Rouvas, until recently the bank’s chief financial officer, was appointed as interim CEO following the resignation of Oliver Gatzke.
“I take up this position with full awareness of the responsibilities of this role. As of today, we roll up our sleeves and continue with the same zeal and commitment to achieve our goals,” Rouvas said in a message to the bank’s staff.
Stressing that despite the challenges, “our business model remains resilient,” the interim CEO noted that one of his key priorities is to preserve and strengthen the business model.
“We are built on solid foundations and my intention is to promote changes and, with the guidance of the board of directors, to handle chronic issues, such as the pending collective agreement,” he stressed. The renewal of the bank’s employees’ collective agreement has been a long-standing demand of trade union Etyk, representing workers at Hellenic.
According to Rouvas, the main concern remains the preservation of the bank’s relationship with customers and the uninterrupted service of their needs.
“We have the capacity and will support Cyprus’ households and businesses, while intensifying our efforts to resolve the issue of non-performing loans, with full support for vulnerable groups. We fully understand our social role and will rise to the occasion,” he said.

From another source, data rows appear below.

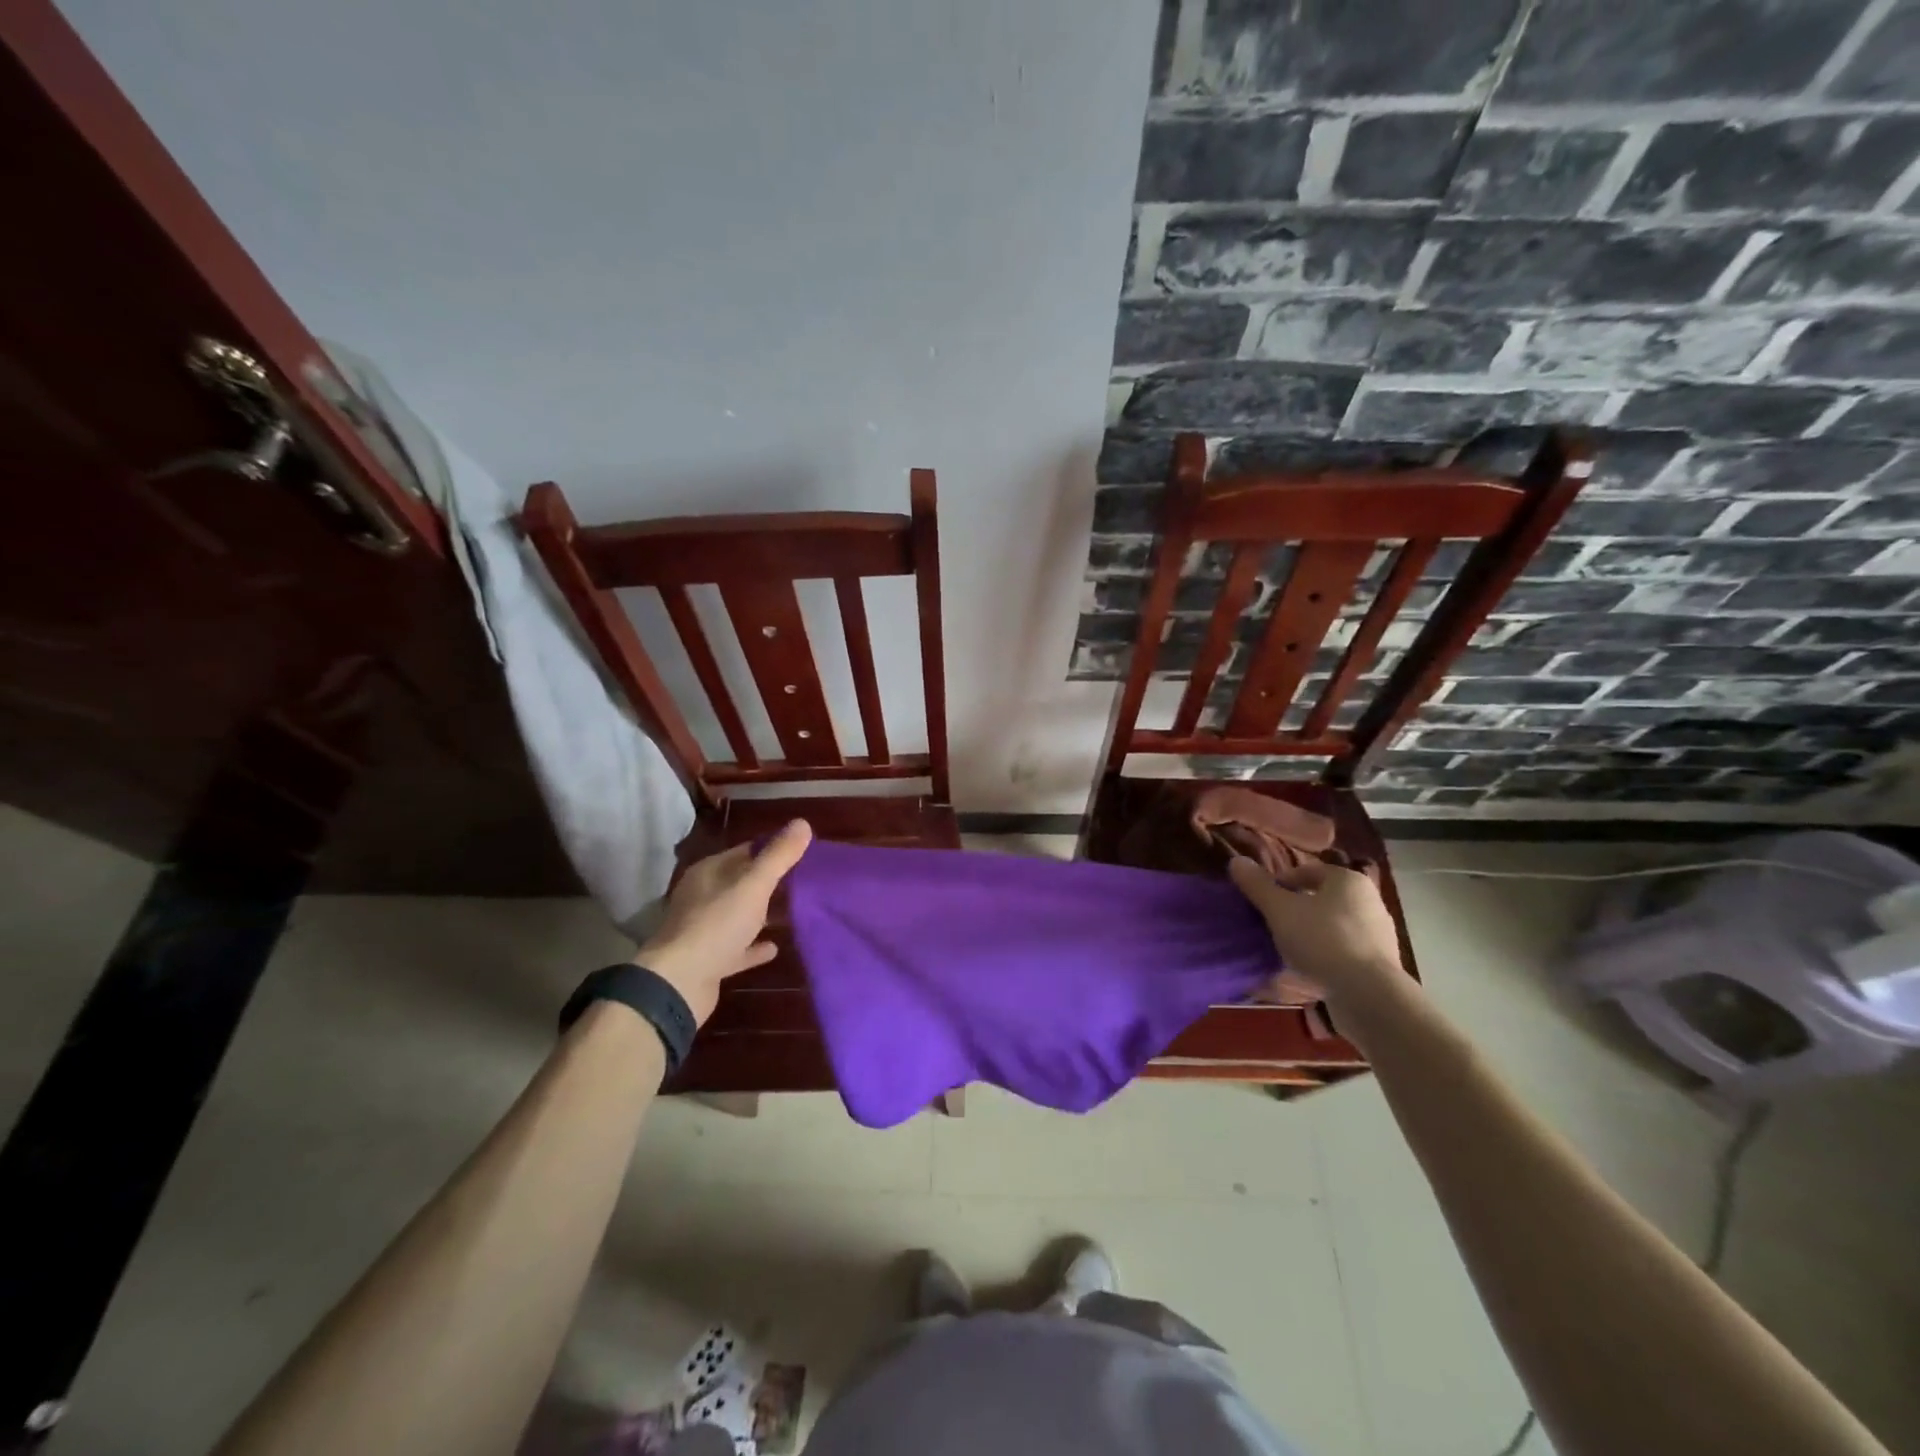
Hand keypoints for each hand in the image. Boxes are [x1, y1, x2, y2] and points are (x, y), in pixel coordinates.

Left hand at [637, 820, 812, 1025]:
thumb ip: (778, 856)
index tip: (802, 851)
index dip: (773, 849)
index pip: (745, 851)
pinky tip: (775, 948)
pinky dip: (755, 946)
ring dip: (764, 914)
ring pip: (740, 915)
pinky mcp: (709, 961)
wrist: (679, 984)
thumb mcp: (753, 885)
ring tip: (796, 911)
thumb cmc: (716, 925)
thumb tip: (802, 823)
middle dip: (771, 882)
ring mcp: (704, 930)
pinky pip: (738, 948)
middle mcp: (703, 897)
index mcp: (709, 872)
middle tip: (806, 881)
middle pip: (742, 883)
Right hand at [1229, 856, 1409, 1018]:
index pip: (1308, 871)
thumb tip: (1237, 861)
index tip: (1263, 901)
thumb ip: (1258, 885)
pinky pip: (1344, 950)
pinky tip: (1310, 969)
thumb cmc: (1322, 940)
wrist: (1368, 995)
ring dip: (1311, 933)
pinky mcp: (1381, 964)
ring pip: (1333, 925)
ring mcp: (1379, 934)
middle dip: (1296, 909)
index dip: (1281, 882)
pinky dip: (1326, 955)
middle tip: (1272, 924)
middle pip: (1322, 898)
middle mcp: (1369, 901)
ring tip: (1288, 949)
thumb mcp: (1280, 910)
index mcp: (1349, 880)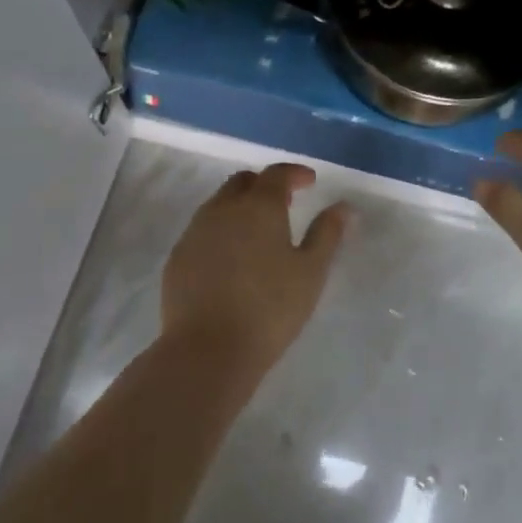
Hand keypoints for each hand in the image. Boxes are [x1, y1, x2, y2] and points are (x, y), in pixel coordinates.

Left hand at [162, 164, 349, 377]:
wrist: (207, 349)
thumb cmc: (270, 309)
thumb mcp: (310, 272)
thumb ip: (327, 234)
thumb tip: (344, 207)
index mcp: (258, 206)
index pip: (276, 174)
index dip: (295, 173)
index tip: (310, 181)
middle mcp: (222, 209)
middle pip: (243, 182)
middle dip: (265, 185)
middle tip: (285, 202)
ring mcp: (195, 231)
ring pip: (219, 204)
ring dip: (240, 206)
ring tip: (258, 231)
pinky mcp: (178, 256)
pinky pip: (202, 230)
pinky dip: (221, 231)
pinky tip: (231, 258)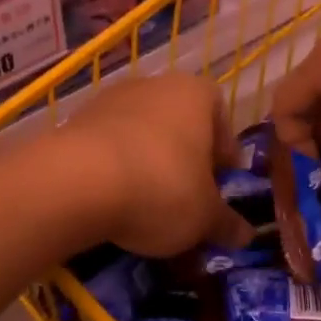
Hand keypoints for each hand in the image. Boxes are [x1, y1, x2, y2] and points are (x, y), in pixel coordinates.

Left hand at [56, 74, 253, 258]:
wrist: (76, 182)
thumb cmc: (161, 188)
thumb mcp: (204, 217)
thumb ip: (226, 223)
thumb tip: (245, 235)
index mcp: (196, 95)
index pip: (222, 118)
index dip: (225, 154)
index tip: (223, 183)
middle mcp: (154, 86)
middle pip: (180, 125)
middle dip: (186, 160)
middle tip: (189, 198)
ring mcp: (110, 100)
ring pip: (142, 136)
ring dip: (149, 165)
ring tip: (149, 207)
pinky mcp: (75, 122)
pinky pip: (108, 148)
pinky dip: (116, 171)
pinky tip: (114, 203)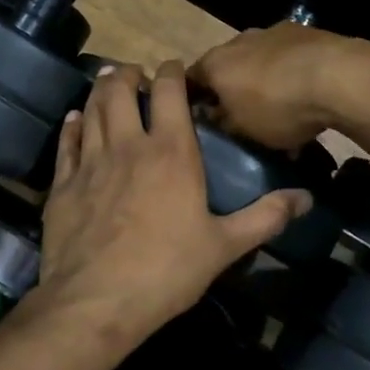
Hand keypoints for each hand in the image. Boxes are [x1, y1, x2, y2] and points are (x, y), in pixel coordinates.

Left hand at [24, 61, 310, 347]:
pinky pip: (66, 141)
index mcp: (170, 152)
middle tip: (134, 74)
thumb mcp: (225, 246)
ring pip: (91, 109)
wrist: (96, 301)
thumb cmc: (167, 271)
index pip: (169, 91)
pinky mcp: (62, 183)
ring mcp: (90, 162)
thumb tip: (306, 198)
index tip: (172, 67)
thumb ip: (265, 217)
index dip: (170, 71)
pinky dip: (72, 125)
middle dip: (127, 73)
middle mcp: (128, 145)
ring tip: (107, 84)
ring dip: (100, 91)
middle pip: (120, 90)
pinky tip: (74, 119)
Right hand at [188, 25, 369, 150]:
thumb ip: (223, 122)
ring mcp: (274, 32)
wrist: (338, 76)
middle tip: (244, 116)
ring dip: (265, 80)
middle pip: (228, 67)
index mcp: (215, 62)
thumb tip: (215, 115)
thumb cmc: (278, 106)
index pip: (191, 79)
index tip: (202, 119)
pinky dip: (292, 74)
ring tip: (283, 109)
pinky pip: (289, 58)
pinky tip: (308, 96)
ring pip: (261, 61)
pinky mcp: (306, 33)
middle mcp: (239, 40)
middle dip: (233, 89)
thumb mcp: (243, 129)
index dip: (194, 99)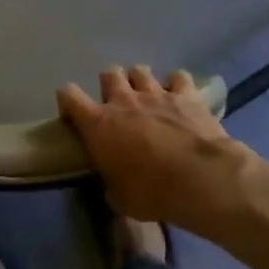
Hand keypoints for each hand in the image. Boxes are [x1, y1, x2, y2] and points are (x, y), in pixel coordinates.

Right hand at [57, 66, 254, 224]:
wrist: (200, 179)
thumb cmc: (151, 191)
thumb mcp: (120, 198)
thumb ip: (111, 184)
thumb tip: (113, 186)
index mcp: (98, 124)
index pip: (69, 95)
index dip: (68, 101)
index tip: (74, 115)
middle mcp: (123, 101)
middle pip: (108, 74)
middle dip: (110, 85)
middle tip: (117, 104)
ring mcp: (156, 94)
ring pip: (140, 70)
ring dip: (140, 81)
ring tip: (147, 97)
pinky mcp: (187, 95)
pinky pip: (178, 77)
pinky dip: (176, 84)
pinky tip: (179, 96)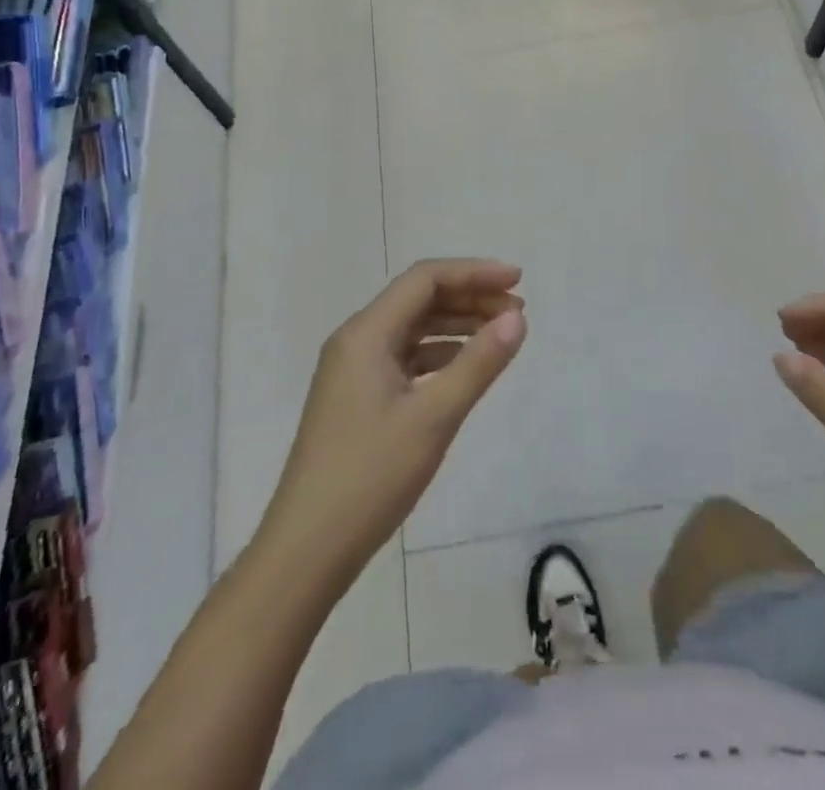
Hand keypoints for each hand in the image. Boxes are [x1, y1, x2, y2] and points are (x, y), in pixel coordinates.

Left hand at [259, 259, 526, 588]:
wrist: (306, 551)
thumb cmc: (371, 477)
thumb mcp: (434, 417)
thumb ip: (478, 363)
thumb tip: (516, 320)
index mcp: (366, 333)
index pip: (425, 279)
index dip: (474, 272)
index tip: (518, 281)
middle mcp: (356, 341)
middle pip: (419, 300)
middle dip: (470, 298)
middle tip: (517, 313)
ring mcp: (352, 370)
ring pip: (412, 329)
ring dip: (456, 326)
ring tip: (500, 336)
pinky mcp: (356, 398)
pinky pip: (403, 358)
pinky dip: (438, 355)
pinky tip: (465, 369)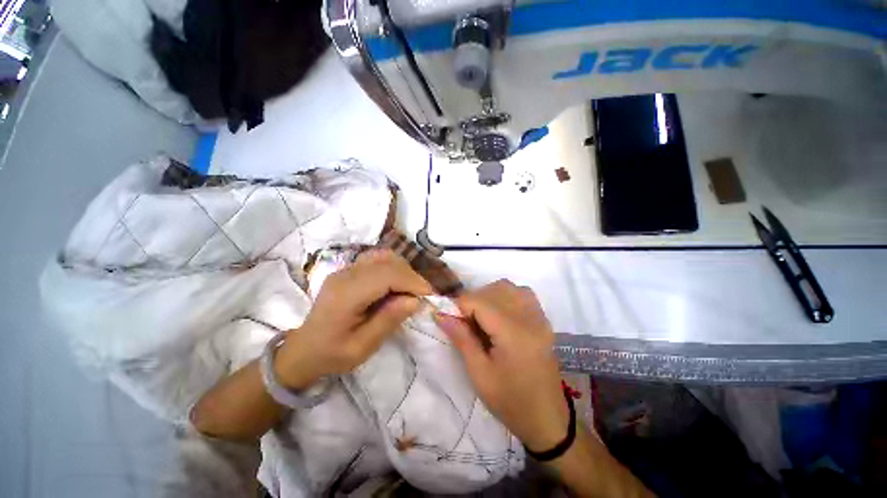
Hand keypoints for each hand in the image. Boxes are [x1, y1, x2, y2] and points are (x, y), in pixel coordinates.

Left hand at [275, 250, 432, 388]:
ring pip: (385, 257)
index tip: (429, 296)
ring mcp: (346, 269)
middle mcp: (346, 275)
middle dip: (411, 276)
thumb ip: (388, 321)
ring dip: (404, 270)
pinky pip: (378, 259)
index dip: (412, 282)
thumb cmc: (332, 354)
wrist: (304, 349)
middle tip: (422, 296)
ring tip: (410, 290)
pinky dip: (394, 267)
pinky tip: (396, 283)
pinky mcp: (350, 270)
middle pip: (388, 262)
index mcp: (346, 294)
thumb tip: (415, 300)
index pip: (387, 275)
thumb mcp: (361, 348)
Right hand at [434, 280, 569, 452]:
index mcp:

He added he was particularly happy because he has the “full support of the board and the management team in this direction”.
Rouvas was appointed after the bank received an official notice from Gatzke, stating he has chosen to terminate his employment contract, a year early.
Describing the parting with Gatzke as “amicable,” the bank stated that, according to Gatzke’s employment agreement, he will be placed on a voluntary leave with full benefits until further notice.
Gatzke had been suspended in October last year pending an investigation into comments he had made to staff about the bank’s share price. He had insisted the level of compensation for the bank’s voluntary retirement scheme was excessive resulting in a deadlock that lasted for months.
He had tried to force matters by sending redundancy notices to some 300 workers earlier this year but this prompted an immediate reaction by Etyk with the bank eventually withdrawing the redundancy notices.